– Да, бывало.
– Как там?
– Таможня, что ли?
– Да.
– Туда, что Обдоры, что Тура – все едино.
– А оттуда?
– Засекут – враз! На Обдорах люто… А у тебя что – заповедный[12]?
– Да нет, я так. А девку, аль пацана выпустят?
– Это полегче. Досматривают, но не так. Кому надо везут. И туда, и сюда. Да тебе-то что? Ты же в Томской. И теперь на всю жизнь… Там, говорят, места добрые, а?
– Хороши, пашенны…
– Да-а, повезло тебе, сотник!
Они замолчали, думая каждый о своем и прислушиваясь к тишине хмурой и мрачной северной урёмы, все выплывающей и выплывающей навстречу им за каждым поворотом реки…
К концу Рождества обоз добрался до Бабиновской дороги. Хорошо укатанная, с широкими вырубками и исправными мостами, эта дорога сначала шла в верховья Яйвы. Затем она перевалила на Косьву, к устью Тулунока, проходила вдоль ее северного берега и выходила на Кырью. Там начинался длинный подъем на Павдинский камень.
Скинув тулуп, Пущин размеренно шагал на этот затяжной подъем рядом с рыжей кобылкой, ведя ее на поводу. Он, как и она, упарился и шумно дышал, хватая открытым ртом разряженный стылый воздух.
Впереди и позади него также шли за санями ездовые и лихо покрикивали на лошадей.
– Хо-хо! А ну, Кавурик, Кавурик!..
– Давай, давай!..
– Тяни, тяни, матерь твою!..
На верху перевала он остановился передохнуть и подождать Тренъку: тот поднимался вслед за ним со своими возами.
– Ух, ты! Ну, кажется, все! – тяжело сопя, облегченно выдохнул атаман, подходя к нему. Из-под сплошной снеговой шапки на голове у него торчала заиндевелая курчавая борода и большой, побелевший от натуги нос с едва заметной горбинкой. Ему, коротконогому и грудастому, по природе не ходоку, такие пешие переходы давались тяжелее, чем другим.
– Впереди спуск! – сочувственно заглянул Пущин в темные влажные от усталости глаза атамана.
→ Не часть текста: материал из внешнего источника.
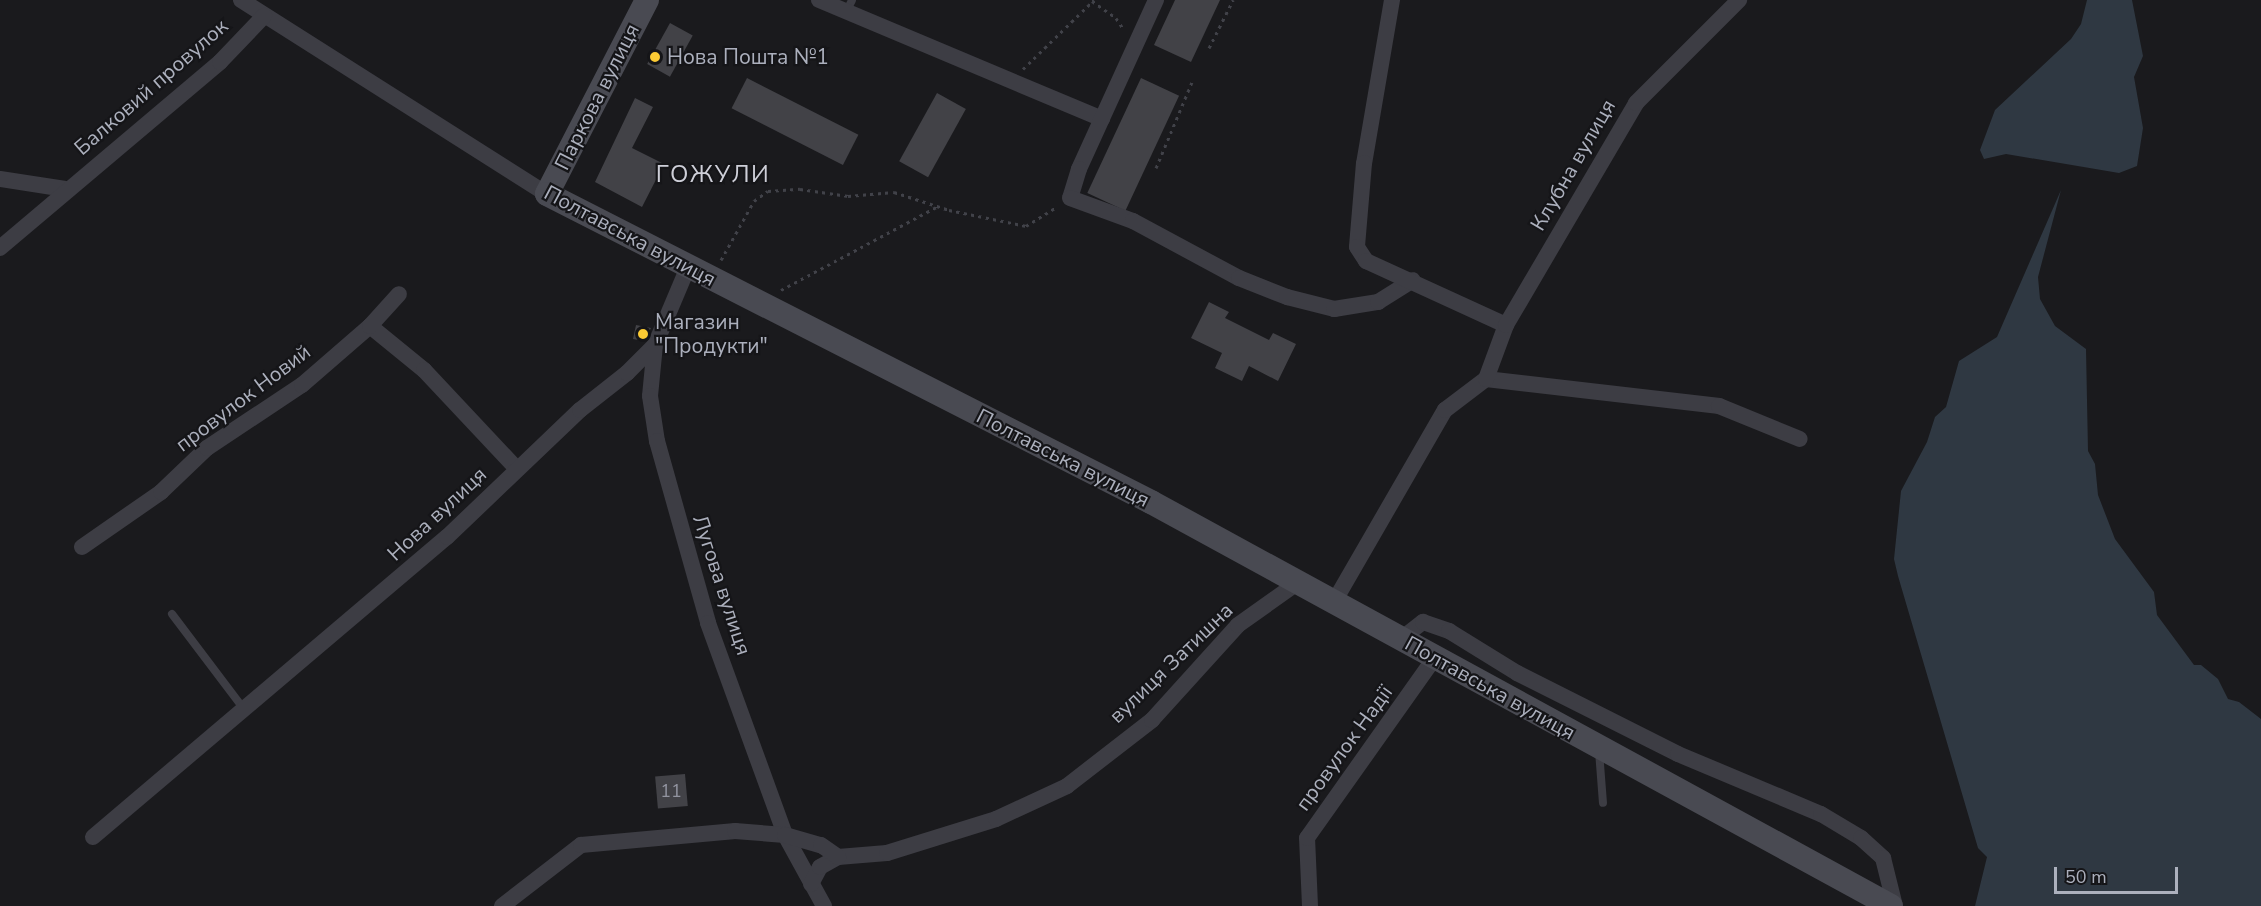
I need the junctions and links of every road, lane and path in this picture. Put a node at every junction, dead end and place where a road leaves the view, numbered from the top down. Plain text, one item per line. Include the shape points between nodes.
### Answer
1 (241, 0) edge
2 (646, 0) edge
3 (819, 0) edge
4 (1092, 0) edge
5 (1156, 0) edge
6 (1233, 0) edge
7 (1392, 0) edge
8 (1739, 0) edge
9 (849, 6) edge
10 (264, 15) junction
11 (1136, 46) junction
12 (1209, 48) dead end
13 (1011, 81) junction
14 (1192, 82) dead end
15 (1102, 119) junction
16 (1156, 168) dead end
17 (0, 179) edge
18 (65, 189) junction
19 (547, 194) junction
20 (1070, 198) junction
21 (938, 206) junction
22 (0, 248) edge
23 (720, 263) dead end
24 (688, 267) junction
25 (1413, 280) junction
26 (780, 290) dead end
27 (399, 294) dead end
28 (1506, 325) junction
29 (370, 326) junction
30 (655, 345) junction
31 (1486, 380) junction
32 (1800, 440) dead end
33 (517, 470) junction
34 (82, 546) dead end
35 (1300, 581) junction
36 (1334, 602) junction
37 (172, 614) dead end
38 (1401, 639) junction
39 (1435, 657) junction
40 (243, 708) junction
41 (1598, 748) junction
42 (1603, 803) dead end
43 (785, 835) junction
44 (93, 837) dead end
45 (838, 857) junction
46 (811, 884) junction
47 (502, 906) edge
48 (824, 906) edge
49 (1310, 906) edge
50 (1893, 906) edge

1 - 10 street, Полтавська вулиця
2 - 19 street, Паркова вулиця
3 - 9 street
4 - 11 path via 1116,18
4 - 13 path
5 - 11 street
6 - 12 path
7 - 25 street via 1364,163 1357,247 1366,261
8 - 28 street, Клубна вулиця via 1636,103
9 - 13 street
10 - 18 street, Балковий провулок via 220,62
10 - 19 street, Полтавська вулиця
11 - 15 street
13 - 15 street
14 - 16 path
15 - 20 street via 1078,169
17 - 18 street
18 - 22 street, Балковий провулок
19 - 24 street, Полтавська вулиця
20 - 21 path via 1026,226
20 - 25 street via 1133,221 1239,278 1287,297 1334,309 1378,302
21 - 23 path via 894,192 848,196 800,189 768,191 754,201
21 - 26 path
24 - 30 street, Лугова вулиця
24 - 35 street, Полтавська вулиця
25 - 28 street
27 - 29 street, провулок Новий
28 - 31 street, Клубна вулиця
29 - 33 street via 424,370
29 - 34 street, провулок Новий via 302,385 207,447 160,492
30 - 33 street, Нова вулиця
30 - 43 street, Лугова вулиця via 650,396 674,508 708,623
31 - 32 street via 1719,406
31 - 36 street via 1445,410
33 - 40 street, Нова вулиця via 360,614
35 - 36 street, Полтавська вулиця
35 - 45 street, вулиця Затишна via 1238,626 1152,720 1067,786 996,819 887,853
36 - 38 street, Полтавська вулиця
37 - 40 lane
38 - 39 street, Полтавська вулиця
38 - 50 street via 1423,622 1449,631 1517,673 1678,754 1821,814 1861,838 1883,858
39 - 41 street, Полтавська вулиця
39 - 49 street, провулок Надії via 1307,838
40 - 44 street, Нова вулиця
41 - 42 lane
41 - 50 street, Полтавська вулиця
43 - 45 street via 821,845
43 - 46 street, Лугова вулиця
43 - 47 street via 735,831 582,845
45 - 46 street via 820,867
46 - 48 street, Лугова вулиця

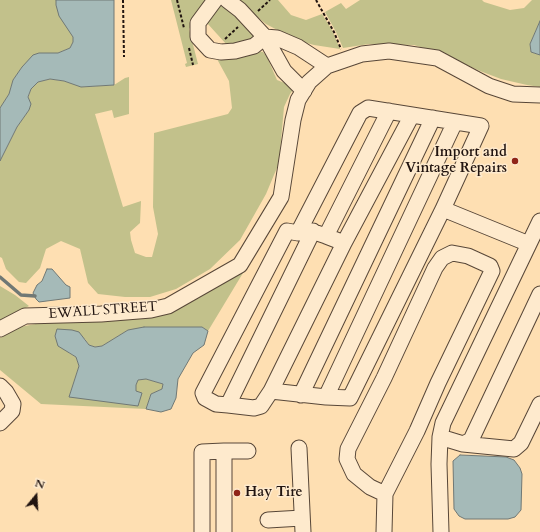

– А что спуск? Это не в гору! – хмыкнул Тренька.
– Да опасливей будет… Здесь катун, знаешь какой!
– Ничего, задом тормознем, пронесет.
– Потаены береги: каженик Авдотье без надобности! Ха-ха-ха! – засмеялся Пущин.
– Э-э, дурень, что зубы скалишь! – отмахнулся Тренька. – Давай, двигай, до стану недалеко!
Сзади, напирая на них возами, загалдели казаки. Всем не терпелось скорее добраться до стана на Павде. Он был где-то там, внизу. Отсюда же, с высоты перевала, он не проглядывался, закрытый сплошным морем черневого леса с редкими белыми прогалинами, похожими на дыры в кафтане нищего.
Пущин, крепко натянув повод, осторожно двинулся на спуск рядом с кобылкой, с опаской поглядывая, как она, выбившись на подъеме из сил, с трудом удерживает груженые сани. Но все равно он не досмотрел за ней: на середине спуска у кобылки подсеклись передние ноги. Он же, попытаясь помочь ей, с силой потянул на себя повод и этим лишь запрокинул ей назад голову. На нее накатили сани, сшибли и увлекли вниз. Сильный рывок вырвал у него из рук повод, он не удержался на ногах, полетел вперед и зарылся с головой в глубокий сугроб.
Передний воз Пущина, пронзительно заскрипев, покатился по крутой обледенелой дороге вниз, беспорядочно скручиваясь, сшибая и ломая все на своем пути.
Когда Иван выбрался на дорогу, внизу, около разбитых возов, уже копошились мужики, освобождая из постромков покалеченных лошадей.
– Ну ты и слабак! – накинулся на него Тренька. – Глянь, сколько лошадей изувечил!
– Ладно тебе, атаман! – вступился ямской проводник за сотника. – Его вина тут мала. Кобылка стара уж… А ну, мужики, тягай их за лодыжки на обочину! После приеду, заберу…
Обозники посудачили об опасностях этого перевала, затем расчистили дорогу и двинулись дальше, к Павдинскому стану.